» What the task requires
Print the records exactly as given.
── Dataset extract ──
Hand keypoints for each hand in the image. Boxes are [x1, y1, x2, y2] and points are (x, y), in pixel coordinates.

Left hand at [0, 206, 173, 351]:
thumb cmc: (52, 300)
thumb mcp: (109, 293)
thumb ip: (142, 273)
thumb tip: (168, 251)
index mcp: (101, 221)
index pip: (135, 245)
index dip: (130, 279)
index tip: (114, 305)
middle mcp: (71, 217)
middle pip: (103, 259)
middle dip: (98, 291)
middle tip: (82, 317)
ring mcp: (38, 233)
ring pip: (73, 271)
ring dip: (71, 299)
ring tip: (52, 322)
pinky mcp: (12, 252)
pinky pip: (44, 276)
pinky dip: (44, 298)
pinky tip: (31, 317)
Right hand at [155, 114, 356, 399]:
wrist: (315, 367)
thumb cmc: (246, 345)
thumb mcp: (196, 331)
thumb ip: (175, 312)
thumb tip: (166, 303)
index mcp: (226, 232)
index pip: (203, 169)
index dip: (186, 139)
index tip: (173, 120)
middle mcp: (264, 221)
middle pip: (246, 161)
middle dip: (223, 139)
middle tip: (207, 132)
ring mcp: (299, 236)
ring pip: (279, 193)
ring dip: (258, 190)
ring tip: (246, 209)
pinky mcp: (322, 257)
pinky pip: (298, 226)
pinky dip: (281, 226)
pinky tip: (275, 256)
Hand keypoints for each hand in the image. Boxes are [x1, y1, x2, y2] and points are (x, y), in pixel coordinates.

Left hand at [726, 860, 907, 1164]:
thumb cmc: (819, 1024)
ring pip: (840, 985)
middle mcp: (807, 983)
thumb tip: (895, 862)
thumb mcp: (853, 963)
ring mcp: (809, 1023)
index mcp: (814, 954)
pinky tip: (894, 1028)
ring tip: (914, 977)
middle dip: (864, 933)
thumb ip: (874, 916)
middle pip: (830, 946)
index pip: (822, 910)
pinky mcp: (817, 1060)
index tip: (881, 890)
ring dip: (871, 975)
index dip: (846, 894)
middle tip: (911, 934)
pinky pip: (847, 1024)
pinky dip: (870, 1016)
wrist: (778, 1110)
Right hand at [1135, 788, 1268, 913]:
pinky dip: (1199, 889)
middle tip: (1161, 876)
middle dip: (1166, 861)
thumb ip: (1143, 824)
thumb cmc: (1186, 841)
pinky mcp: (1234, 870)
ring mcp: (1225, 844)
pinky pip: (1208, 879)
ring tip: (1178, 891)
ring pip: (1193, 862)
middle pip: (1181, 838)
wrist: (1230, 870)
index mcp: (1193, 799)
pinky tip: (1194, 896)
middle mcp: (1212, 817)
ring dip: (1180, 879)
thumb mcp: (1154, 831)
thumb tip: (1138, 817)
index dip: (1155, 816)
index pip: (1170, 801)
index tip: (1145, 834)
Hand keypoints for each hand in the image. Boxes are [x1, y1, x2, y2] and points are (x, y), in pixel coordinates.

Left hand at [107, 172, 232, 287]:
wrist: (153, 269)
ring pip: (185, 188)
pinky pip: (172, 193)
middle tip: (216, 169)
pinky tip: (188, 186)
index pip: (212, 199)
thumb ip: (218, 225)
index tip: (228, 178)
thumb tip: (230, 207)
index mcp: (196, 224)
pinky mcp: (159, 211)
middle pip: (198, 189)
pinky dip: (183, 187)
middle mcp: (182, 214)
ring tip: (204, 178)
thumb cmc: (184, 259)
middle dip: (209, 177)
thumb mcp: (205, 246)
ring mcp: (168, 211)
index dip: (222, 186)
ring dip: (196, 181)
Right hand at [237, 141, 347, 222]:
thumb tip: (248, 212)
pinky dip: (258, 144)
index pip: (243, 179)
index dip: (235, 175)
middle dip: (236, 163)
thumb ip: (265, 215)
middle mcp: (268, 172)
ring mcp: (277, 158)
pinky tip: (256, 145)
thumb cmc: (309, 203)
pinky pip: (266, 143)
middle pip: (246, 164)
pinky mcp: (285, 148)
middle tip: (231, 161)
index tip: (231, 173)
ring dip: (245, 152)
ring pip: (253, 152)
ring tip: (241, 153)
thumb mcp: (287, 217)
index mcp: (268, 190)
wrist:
───
» Response
Hand keypoints for each hand in the image. Boxes are [x1, y1, x2, y2] and points are (x, y), in pixel coordinates.

Left hand at [0, 206, 173, 351]:
thumb cmc: (52, 300)
thumb mcp: (109, 293)
thumb ip: (142, 273)
thumb tip: (168, 251)
index mcp: (101, 221)
index pip: (135, 245)
index dip: (130, 279)
index tip: (114, 305)
middle mcp: (71, 217)
middle pip: (103, 259)
middle dip: (98, 291)
middle tip: (82, 317)
ring mcp: (38, 233)
ring pip: (73, 271)
ring dip: (71, 299)
ring tip: (52, 322)
pinky mcp: (12, 252)
pinky pip: (44, 276)
pinky dip: (44, 298)
pinky tip: (31, 317)
Right hand at [155, 114, 356, 399]:
wrist: (315, 367)
thumb cmc: (246, 345)
thumb mcp: (196, 331)
thumb ip: (175, 312)
thumb tip: (166, 303)
index mcp: (226, 232)
index pip: (203, 169)
index dip: (186, 139)
index tip: (173, 120)
middle mcp: (264, 221)
middle pip: (246, 161)
middle dip: (223, 139)
middle tip: (207, 132)
ring mcp: (299, 236)
ring pip: (279, 193)
ring dip: (258, 190)
ring tip: (246, 209)
pinky mcp: (322, 257)
pinky pip: (298, 226)
pinky dip: (281, 226)
pinky tip: (275, 256)
Hand keypoints for each hand in the image. Boxes are [x1, y1, x2, y2] and points are (x, y), in pixel coordinates.

Left hand at [726, 860, 907, 1164]:
thumb cmc: (819, 1024)
ring pip: (840, 985)
middle mcp: (807, 983)
thumb tip: (895, 862)
thumb mcp: (853, 963)
ring mcp: (809, 1023)
index mcp: (814, 954)
pinky tip: (894, 1028)
ring tip: (914, 977)
middle dip: (864, 933)
thumb ip: (874, 916)
middle pip: (830, 946)
index pip: (822, 910)
pinky mcp: (817, 1060)
index tip: (881, 890)
ring dip: (871, 975)
index dip: (846, 894)
middle tip: (911, 934)
pinky pip: (847, 1024)
pinky dip: (870, 1016)
wrist: (778, 1110)
Right hand at [1135, 788, 1268, 913]:
pinky dip: (1199, 889)
middle tip: (1161, 876)
middle dip: (1166, 861)
thumb ip: (1143, 824)
thumb cmc: (1186, 841)
pinky mcp: (1234, 870)
ring mcp: (1225, 844)
pinky pip: (1208, 879)
ring tip: (1178, 891)
ring pip: (1193, 862)
middle pip: (1181, 838)
wrist: (1230, 870)
index mcp: (1193, 799)
pinky tip: (1194, 896)
middle mcp: (1212, 817)
ring dip: (1180, 879)
thumb mcp: (1154, 831)
thumb tip: (1138, 817)
index dip: (1155, 816)
index pip: (1170, 801)
index tip: (1145, 834)
Hand keypoints for each hand in the image. Boxes are [x1, y1, x2, y2] and points are (x, y), in pixel coordinates.

Left hand at [107, 172, 232, 287]:
wrist: (153, 269)
ring pip: (185, 188)
pinky pip: (172, 193)
middle tip: (216, 169)
pinky tip: (188, 186)
index pip: (212, 199)
thumb ip: (218, 225)
index tip: (228, 178)
thumb tip: (230, 207)
index mcp: (196, 224)
pinky mcp: (159, 211)
middle pip: (198, 189)
pinky dip: (183, 187)
middle mcp: (182, 214)
ring tip: (204, 178)
thumb cmc: (184, 259)
middle dip: (209, 177)
thumb mcp: (205, 246)
ring mcp: (168, 211)
index dip: (222, 186)
ring dip: (196, 181)
Right hand at [237, 141, 347, 222]:
thumb tip: (248, 212)
pinky dip: (258, 144)
index pip: (243, 179)
index dip: (235, 175)
middle dip: (236, 163)
thumb ip: (265, 215)
middle mcp: (268, 172)
ring mcp: (277, 158)
pinky tip: (256, 145)
thumb cmc: (309, 203)
pinky pip: (266, 143)
middle pip: (246, 164)
pinky mcp: (285, 148)
middle tip: (231, 161)
index tip: (231, 173)
ring dip: (245, 152)
ring pip: (253, 152)
ring tip: (241, 153)
thumb mcp: (287, 217)
index mcp: (268, 190)
wrist:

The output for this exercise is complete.